→ Data supplied
○ ○ ○ ○
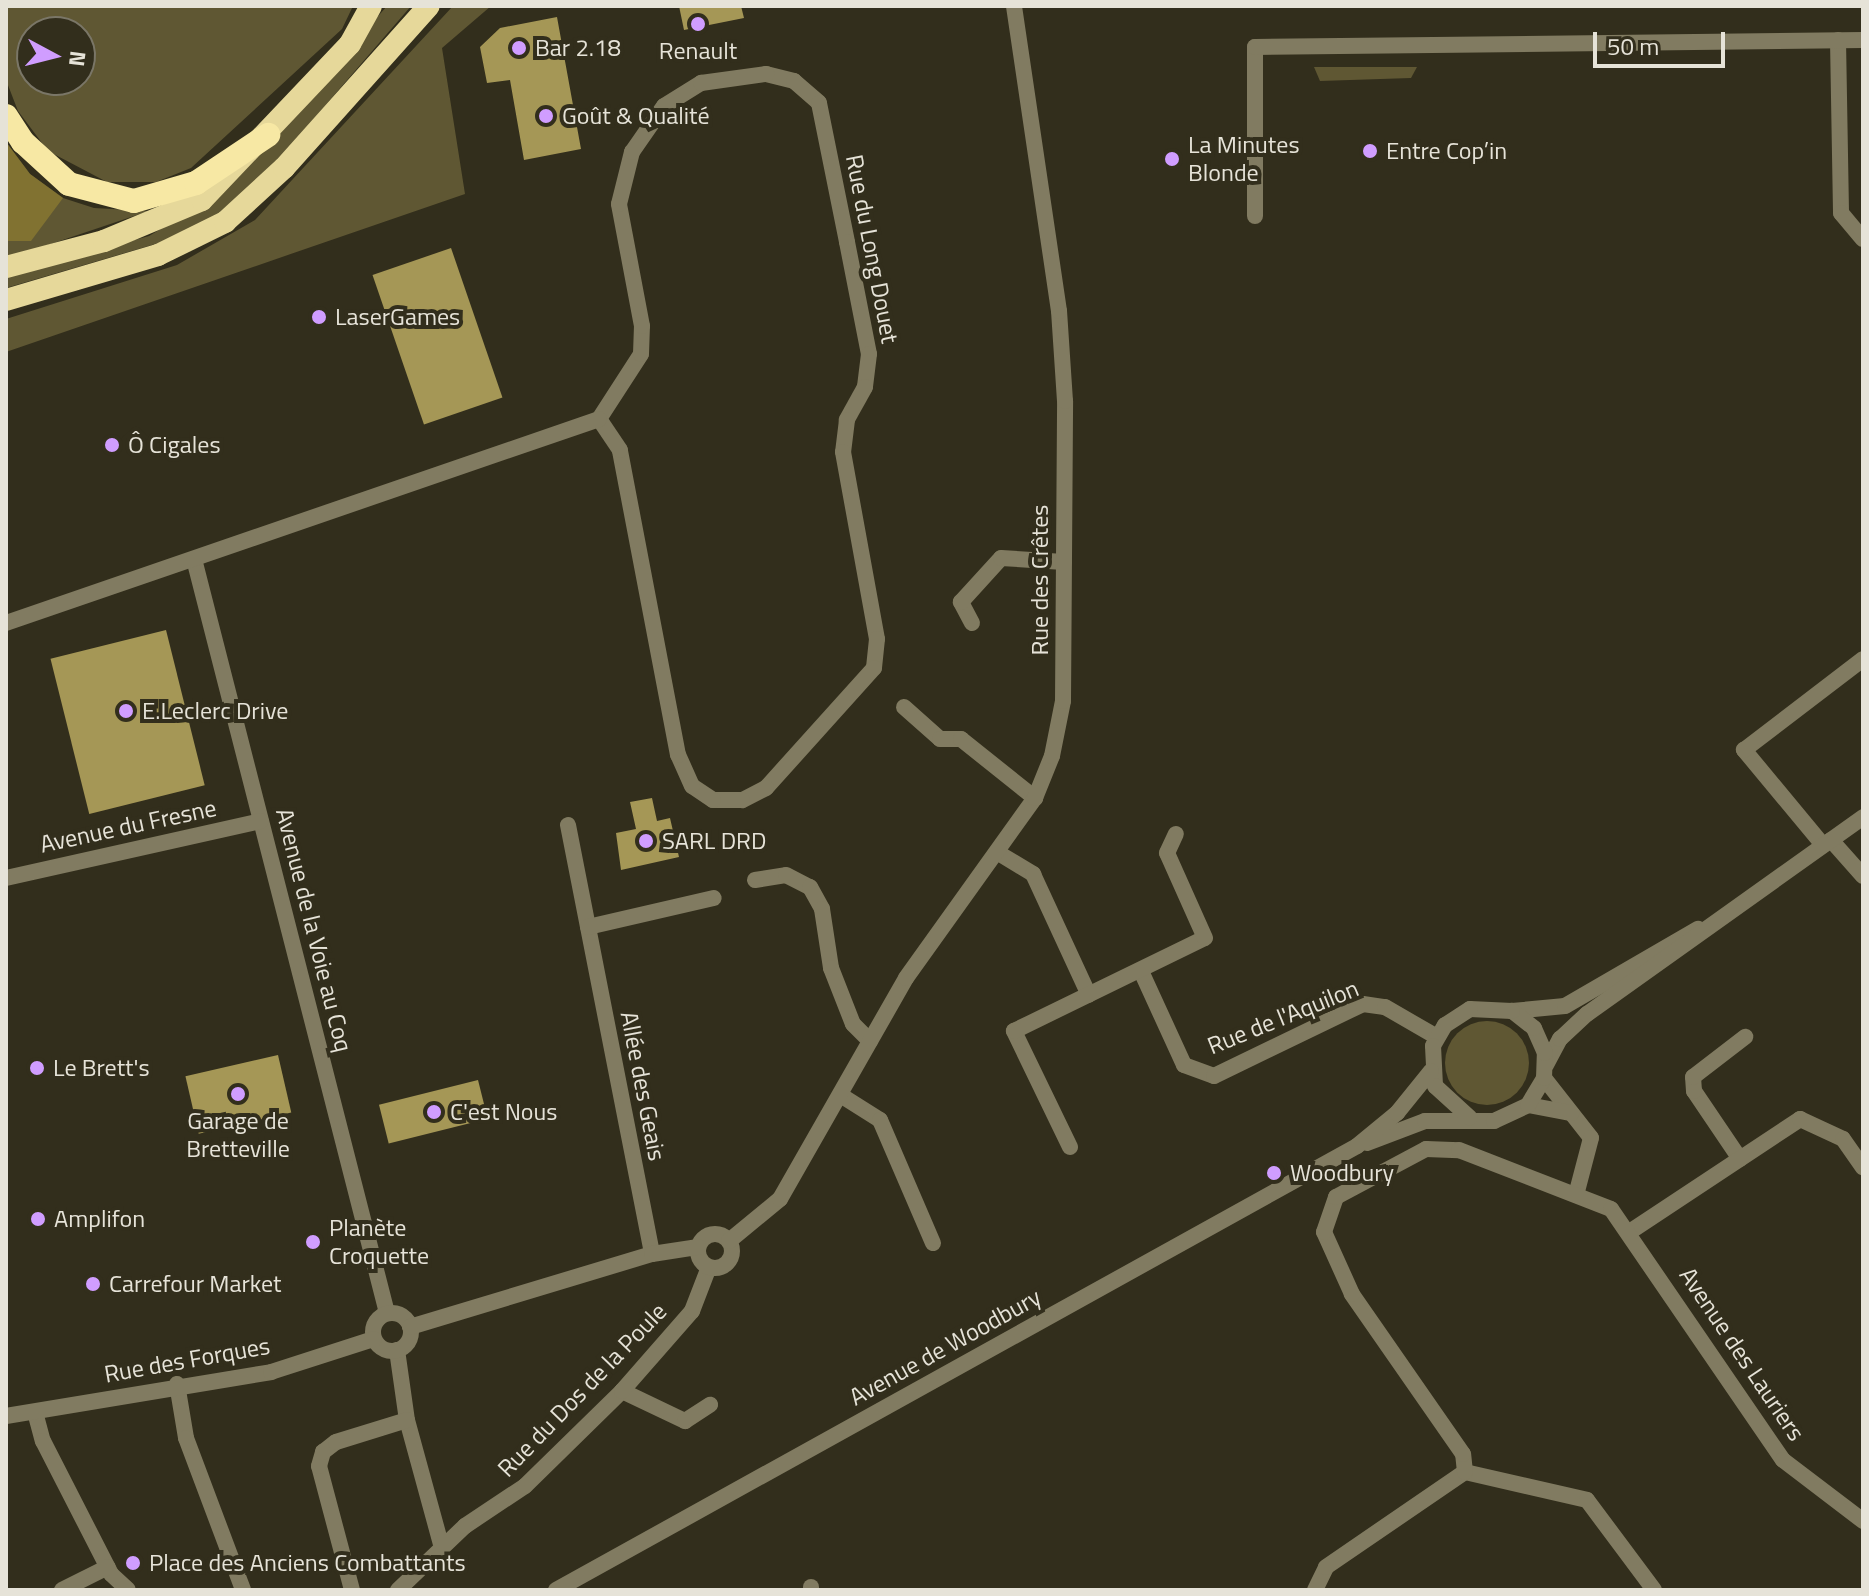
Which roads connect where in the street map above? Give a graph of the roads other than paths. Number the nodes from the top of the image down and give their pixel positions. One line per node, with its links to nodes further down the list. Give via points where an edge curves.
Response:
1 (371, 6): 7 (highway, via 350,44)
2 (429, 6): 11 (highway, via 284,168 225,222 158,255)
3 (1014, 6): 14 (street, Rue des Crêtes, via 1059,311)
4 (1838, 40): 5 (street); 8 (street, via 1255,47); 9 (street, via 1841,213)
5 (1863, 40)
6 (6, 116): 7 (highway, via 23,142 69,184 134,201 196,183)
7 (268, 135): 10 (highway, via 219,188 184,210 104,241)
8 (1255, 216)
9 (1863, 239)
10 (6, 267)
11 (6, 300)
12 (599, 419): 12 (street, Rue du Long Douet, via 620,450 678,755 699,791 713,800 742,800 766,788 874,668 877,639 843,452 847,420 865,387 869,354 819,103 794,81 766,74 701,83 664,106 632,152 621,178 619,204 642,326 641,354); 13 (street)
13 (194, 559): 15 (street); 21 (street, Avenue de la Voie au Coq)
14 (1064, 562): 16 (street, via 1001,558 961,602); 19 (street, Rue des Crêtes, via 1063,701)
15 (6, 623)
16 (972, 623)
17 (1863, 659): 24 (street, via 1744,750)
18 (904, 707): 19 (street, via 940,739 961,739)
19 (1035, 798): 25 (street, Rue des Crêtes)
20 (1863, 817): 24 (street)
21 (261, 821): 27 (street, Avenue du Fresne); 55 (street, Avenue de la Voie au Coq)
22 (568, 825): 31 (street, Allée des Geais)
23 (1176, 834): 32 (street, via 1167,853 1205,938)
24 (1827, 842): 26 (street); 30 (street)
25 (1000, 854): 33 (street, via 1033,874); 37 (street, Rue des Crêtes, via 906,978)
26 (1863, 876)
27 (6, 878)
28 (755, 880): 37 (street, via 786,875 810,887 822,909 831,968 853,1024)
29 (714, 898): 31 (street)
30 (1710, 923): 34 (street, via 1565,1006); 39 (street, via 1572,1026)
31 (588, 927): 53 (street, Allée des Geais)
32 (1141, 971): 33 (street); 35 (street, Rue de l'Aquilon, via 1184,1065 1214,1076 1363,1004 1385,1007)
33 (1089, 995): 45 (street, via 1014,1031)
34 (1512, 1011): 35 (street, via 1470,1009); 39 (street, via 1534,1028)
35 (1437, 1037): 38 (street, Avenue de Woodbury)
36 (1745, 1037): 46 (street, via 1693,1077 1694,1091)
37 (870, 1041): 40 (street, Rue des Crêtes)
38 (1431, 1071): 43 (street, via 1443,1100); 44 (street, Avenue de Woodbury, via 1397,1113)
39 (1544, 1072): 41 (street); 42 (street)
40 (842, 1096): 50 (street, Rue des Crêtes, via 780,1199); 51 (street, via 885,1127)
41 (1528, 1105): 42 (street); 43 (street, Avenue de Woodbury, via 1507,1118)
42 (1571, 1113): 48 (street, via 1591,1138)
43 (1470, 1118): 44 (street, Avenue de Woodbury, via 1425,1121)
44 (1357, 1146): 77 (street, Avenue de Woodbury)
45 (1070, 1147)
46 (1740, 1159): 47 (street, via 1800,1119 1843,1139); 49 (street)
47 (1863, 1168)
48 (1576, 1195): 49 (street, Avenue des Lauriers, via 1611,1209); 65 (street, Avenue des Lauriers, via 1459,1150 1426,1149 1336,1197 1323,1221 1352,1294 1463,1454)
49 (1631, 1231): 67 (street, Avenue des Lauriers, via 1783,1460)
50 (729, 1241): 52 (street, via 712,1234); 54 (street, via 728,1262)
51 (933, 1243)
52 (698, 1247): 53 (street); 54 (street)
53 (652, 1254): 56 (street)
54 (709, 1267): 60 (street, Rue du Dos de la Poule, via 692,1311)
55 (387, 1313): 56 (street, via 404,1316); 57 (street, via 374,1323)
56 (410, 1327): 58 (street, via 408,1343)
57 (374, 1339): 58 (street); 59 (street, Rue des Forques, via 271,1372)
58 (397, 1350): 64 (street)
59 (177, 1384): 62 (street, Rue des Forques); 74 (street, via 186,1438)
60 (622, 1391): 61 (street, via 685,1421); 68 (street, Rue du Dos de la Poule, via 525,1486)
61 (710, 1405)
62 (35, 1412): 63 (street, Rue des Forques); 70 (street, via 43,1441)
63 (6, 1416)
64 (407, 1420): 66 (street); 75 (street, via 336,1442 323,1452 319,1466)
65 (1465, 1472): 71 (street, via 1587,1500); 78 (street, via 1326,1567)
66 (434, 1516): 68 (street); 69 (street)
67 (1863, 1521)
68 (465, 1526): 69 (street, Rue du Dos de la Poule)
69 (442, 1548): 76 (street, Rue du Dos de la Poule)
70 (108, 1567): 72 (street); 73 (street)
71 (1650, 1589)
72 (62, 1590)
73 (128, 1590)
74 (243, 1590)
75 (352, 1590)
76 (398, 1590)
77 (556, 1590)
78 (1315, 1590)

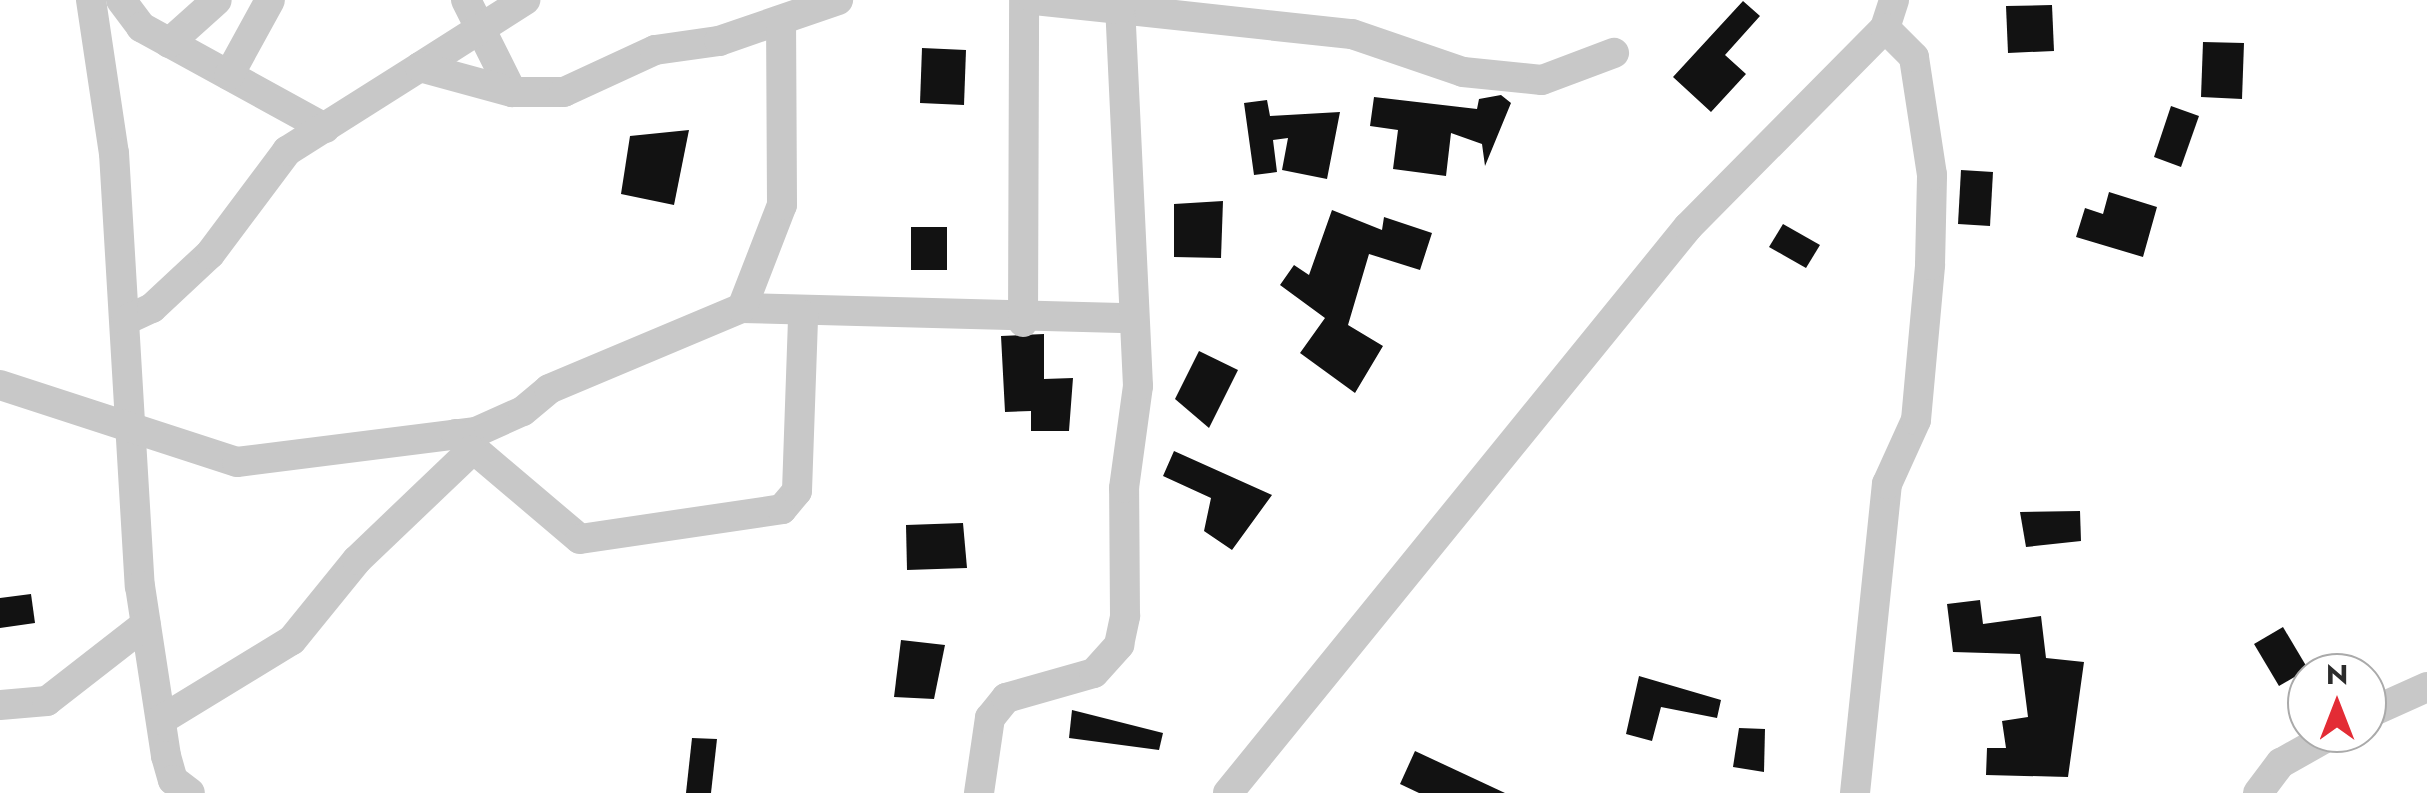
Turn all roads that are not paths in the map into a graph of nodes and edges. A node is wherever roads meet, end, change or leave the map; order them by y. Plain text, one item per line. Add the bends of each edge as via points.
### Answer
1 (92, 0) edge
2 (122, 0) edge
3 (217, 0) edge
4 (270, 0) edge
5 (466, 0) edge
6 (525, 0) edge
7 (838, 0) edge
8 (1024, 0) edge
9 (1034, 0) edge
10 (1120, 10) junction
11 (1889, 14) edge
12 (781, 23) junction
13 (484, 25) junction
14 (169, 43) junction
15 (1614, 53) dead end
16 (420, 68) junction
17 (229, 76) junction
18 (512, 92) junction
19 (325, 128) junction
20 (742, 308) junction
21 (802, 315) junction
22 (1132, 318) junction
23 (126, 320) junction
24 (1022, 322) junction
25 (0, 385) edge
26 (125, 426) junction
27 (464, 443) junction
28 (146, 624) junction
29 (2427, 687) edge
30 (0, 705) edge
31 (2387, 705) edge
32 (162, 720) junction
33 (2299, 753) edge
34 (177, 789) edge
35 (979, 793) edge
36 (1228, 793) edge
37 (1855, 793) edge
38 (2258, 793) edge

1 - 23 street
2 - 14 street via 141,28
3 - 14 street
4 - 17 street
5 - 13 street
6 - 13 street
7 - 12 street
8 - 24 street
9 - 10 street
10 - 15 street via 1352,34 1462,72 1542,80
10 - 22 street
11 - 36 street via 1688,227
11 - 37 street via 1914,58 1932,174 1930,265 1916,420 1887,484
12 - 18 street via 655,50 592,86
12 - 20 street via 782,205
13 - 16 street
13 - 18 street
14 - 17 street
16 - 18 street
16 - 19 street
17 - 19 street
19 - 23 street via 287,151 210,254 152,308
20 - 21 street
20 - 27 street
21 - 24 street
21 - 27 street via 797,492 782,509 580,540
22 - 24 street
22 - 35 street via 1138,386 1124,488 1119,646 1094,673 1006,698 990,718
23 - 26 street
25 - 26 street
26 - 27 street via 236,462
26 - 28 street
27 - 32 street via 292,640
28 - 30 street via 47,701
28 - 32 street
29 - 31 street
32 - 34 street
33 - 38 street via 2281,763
○ ○ ○ ○
Apply a filter for "graph" to the entries and show each line that passes.

→ Answer below
Which roads connect where in the street map above? Give a graph of the roads other than paths. Number the nodes from the top of the image down and give their pixel positions. One line per node, with its links to nodes further down the list. Give via points where an edge curves.
Turn all roads that are not paths in the map into a graph of nodes and edges. A node is wherever roads meet, end, change or leave the map; order them by y. Plain text, one item per line. Add the bends of each edge as via points.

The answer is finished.